Problem to solve: Reading down the listing below, count the lines where the word "between" shows up, then give only that count.

Material for this exercise:
== Segment start ==

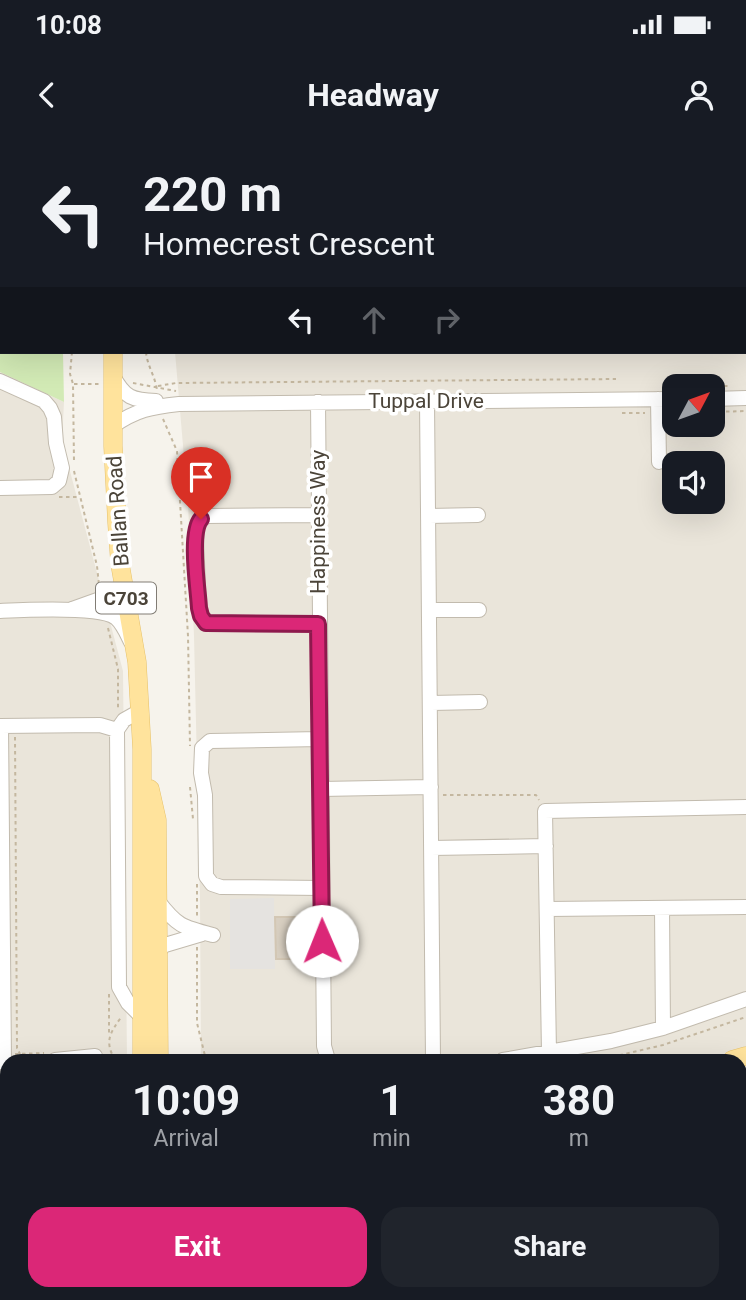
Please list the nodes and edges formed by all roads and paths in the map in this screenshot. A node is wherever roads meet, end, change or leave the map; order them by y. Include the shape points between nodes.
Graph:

== Segment end ==
== Segment start ==

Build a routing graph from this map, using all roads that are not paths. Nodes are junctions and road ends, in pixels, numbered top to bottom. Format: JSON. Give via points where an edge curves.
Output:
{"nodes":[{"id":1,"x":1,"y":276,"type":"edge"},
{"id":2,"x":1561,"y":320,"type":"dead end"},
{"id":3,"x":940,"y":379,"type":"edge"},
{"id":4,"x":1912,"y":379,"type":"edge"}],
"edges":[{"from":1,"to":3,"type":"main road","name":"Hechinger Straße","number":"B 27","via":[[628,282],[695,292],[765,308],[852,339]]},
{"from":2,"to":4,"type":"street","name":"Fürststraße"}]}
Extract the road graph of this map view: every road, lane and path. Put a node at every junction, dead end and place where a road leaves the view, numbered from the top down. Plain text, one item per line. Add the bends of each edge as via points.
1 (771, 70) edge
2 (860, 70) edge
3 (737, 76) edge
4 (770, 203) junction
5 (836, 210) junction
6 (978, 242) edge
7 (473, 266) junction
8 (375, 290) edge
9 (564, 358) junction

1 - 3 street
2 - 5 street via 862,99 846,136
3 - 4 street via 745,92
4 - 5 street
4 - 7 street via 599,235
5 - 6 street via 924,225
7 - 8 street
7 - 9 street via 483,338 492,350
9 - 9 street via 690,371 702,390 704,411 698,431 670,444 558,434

== Segment end ==
== Segment start ==

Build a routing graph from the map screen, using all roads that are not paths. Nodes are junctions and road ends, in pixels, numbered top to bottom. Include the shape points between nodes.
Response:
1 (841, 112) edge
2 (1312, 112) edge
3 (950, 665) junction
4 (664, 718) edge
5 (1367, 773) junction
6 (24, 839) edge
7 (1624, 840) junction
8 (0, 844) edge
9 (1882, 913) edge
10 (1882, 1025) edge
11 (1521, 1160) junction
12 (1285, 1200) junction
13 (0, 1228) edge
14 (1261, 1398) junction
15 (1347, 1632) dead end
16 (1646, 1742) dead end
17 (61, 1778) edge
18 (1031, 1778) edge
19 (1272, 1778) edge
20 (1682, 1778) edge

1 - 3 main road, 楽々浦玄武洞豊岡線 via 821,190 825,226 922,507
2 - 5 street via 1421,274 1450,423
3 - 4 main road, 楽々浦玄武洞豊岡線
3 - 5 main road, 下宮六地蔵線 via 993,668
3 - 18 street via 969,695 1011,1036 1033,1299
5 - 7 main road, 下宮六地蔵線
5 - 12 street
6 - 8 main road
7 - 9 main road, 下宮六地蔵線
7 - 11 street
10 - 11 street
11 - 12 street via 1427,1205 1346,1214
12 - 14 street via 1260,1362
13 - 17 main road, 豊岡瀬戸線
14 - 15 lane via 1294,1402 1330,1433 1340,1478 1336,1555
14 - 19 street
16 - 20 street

== Segment end ==

Reply: 2